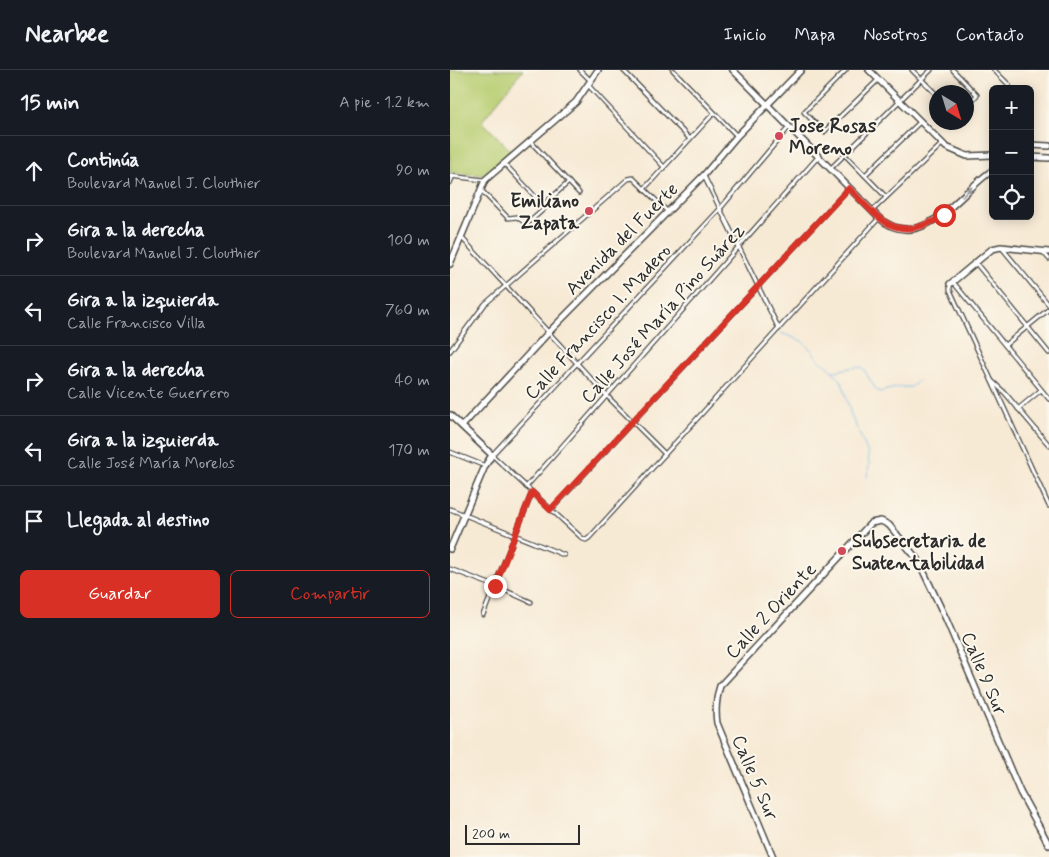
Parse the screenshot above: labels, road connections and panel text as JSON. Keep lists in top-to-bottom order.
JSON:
{
  "streets": {
    "street": [
      "Avenida del Fuerte",
      "Calle José María Pino Suárez",
      "Calle Francisco I. Madero",
      "Calle 2 Oriente",
      "Calle 9 Sur",
      "Calle 5 Sur"
    ]
  },
  "crossings": [
    ["Calle 2 Oriente", "Calle 9 Sur"],
    ["Calle 2 Oriente", "Calle 5 Sur"]
  ],
  "places": ["Jose Rosas Moreno", "Emiliano Zapata", "Subsecretaria de Suatentabilidad"],
  "scale_bar": "200 m",
  "north": "bottom right",
  "page": {
    "header": "Nearbee",
    "nav": [
      "Inicio",
      "Mapa",
      "Nosotros",
      "Contacto"
    ],
    "heading": ["15 min", "A pie · 1.2 km"],
    "map_buttons": ["+", "−"],
    "list": [
      ["Continúa", "Boulevard Manuel J. Clouthier", "90 m"],
      ["Gira a la derecha", "Boulevard Manuel J. Clouthier", "100 m"],
      ["Gira a la izquierda", "Calle Francisco Villa", "760 m"],
      ["Gira a la derecha", "Calle Vicente Guerrero", "40 m"],
      ["Gira a la izquierda", "Calle José María Morelos", "170 m"],
      "Llegada al destino"
    ],
    "buttons": ["Guardar", "Compartir"],
    "scale": "200 m"
  }
}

+ + + + +

■ **WORK INSTRUCTION**
Look for the word "Boulevard" in the records above, count the lines that hold it, and give only that number.

■ **SOLUTION TO THIS TASK**
2